La problemática no puede ser reducida a un mejoramiento de las herramientas, ya que nuestra sociedad no funciona mediante correlaciones estadísticas que pueden pasar inadvertidas al ojo humano, sino a través de procesos abiertos, transparentes, democráticos, responsables, auditables y susceptibles a cambios basados en valores que protejan los derechos humanos, y que son respaldados por un diverso conjunto de actores con diversos intereses y motivaciones.
Esta complejidad social no puede ser reducida a un conjunto de instrucciones mediadas a través de plataformas, algoritmos y código. Hoy, en los albores de una cuarta revolución industrial, necesitamos de espacios donde poder reunir, representar y robustecer la complejidad social con la que van a lidiar este tipo de sistemas en los próximos años, para poder desarrollar tecnologías que supongan progreso social y no una amenaza para colectivos en riesgo de exclusión social.
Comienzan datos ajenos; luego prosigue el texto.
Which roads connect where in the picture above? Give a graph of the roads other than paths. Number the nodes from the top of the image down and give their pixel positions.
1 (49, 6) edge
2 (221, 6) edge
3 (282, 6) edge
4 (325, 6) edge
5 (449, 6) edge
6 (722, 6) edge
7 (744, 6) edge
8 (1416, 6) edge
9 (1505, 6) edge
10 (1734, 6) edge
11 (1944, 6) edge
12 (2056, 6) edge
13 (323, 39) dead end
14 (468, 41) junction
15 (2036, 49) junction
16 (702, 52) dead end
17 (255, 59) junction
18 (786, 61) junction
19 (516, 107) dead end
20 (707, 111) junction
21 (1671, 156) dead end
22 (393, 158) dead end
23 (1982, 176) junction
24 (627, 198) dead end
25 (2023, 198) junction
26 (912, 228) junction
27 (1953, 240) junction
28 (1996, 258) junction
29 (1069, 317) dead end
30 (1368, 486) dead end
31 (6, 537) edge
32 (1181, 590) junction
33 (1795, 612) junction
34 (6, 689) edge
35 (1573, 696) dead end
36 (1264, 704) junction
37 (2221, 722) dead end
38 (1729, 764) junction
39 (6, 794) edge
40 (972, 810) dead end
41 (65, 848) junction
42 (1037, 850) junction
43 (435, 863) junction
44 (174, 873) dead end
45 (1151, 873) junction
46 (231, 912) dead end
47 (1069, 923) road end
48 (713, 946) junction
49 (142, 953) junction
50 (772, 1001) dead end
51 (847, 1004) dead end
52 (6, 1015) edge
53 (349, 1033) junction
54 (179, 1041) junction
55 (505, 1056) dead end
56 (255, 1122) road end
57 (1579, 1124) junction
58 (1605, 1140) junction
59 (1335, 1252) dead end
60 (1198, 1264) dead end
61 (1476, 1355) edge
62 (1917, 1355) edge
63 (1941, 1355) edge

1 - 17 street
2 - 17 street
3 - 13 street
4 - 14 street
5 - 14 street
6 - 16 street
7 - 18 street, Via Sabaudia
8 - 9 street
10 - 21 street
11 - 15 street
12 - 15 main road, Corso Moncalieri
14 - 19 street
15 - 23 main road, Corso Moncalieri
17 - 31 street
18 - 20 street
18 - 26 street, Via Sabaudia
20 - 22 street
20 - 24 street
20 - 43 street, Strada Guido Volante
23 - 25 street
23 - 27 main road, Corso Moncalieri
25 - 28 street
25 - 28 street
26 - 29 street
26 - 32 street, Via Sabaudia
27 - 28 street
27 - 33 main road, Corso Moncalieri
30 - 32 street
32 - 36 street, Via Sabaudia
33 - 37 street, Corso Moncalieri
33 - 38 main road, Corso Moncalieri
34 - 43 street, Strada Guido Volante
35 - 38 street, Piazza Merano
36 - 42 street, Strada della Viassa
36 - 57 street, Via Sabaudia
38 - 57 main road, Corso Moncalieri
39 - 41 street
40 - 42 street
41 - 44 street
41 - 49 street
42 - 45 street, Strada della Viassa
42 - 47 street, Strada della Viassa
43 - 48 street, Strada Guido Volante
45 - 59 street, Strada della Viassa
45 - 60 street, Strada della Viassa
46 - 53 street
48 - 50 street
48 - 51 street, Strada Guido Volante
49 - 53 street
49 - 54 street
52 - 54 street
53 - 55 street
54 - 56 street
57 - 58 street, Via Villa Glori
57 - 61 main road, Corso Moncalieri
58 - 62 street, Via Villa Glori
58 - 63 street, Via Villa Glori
Quien crea que lo del 737 Max es un caso puntual (a pesar de ser otro tipo de software), debería echar un vistazo a otros sistemas autónomos o de ayuda a la toma de decisiones que también han contribuido a arruinar la vida de muchas personas, en sectores como la educación, la dependencia, la justicia o la salud, por no hablar de las consecuencias tan negativas que tiene su uso con fines represivos en sistemas autoritarios, donde la democracia brilla por su ausencia. Todos ellos tienen en común un determinismo y solucionismo tecnológico que provoca una injusticia algorítmica, como consecuencia de una pobre adopción, difusión y apropiación social de la innovación. En todos ellos, se producen sesgos de género, étnicos o de origen socioeconómico que han sido exacerbados hasta su máxima expresión a través de la tecnología y siempre en favor de la eficiencia.
Por todo ello, la ética y la responsabilidad deben guiar este tipo de innovaciones, no sólo porque cada vez cobra una mayor importancia en la sociedad, sino porque los riesgos asociados a ellas son ingentes. Iniciativas de gran calado financiadas por actores públicos y privados nos recuerdan que es una necesidad en el desarrollo tecnológico, además de que se convertirá en un imperativo legal, a la hora de adoptar estos sistemas en la vida pública y de rendir cuentas.
La CE lleva impulsando desde el comienzo del programa H2020 el concepto de Investigación e Innovación Responsables (RRI en inglés), con el objetivo de alinear los procesos y productos de la investigación e innovación financiadas por el programa marco, con las expectativas y demandas de la sociedad. Este movimiento en torno a un desarrollo tecnológico e innovador responsable y ético, no es exclusivo de esta parte del mundo, ya que otros países como China o Australia han desarrollado iniciativas similares. Además, el nuevo paradigma de políticas de ciencia e innovación que se está abriendo paso y que se enfoca en los grandes retos, además de la importancia creciente de los ODS de Naciones Unidas, van a favorecer un cambio en el modo en que se desarrolla la investigación y la innovación.
Por ello, la ética, la responsabilidad y los valores no pueden ser vistos como elementos externos en el desarrollo de tecnologías, sino como elementos que deben guiar la investigación y la innovación en todo momento, con el objetivo de que se orienten a la resolución de los retos que enfrenta la sociedad actualmente.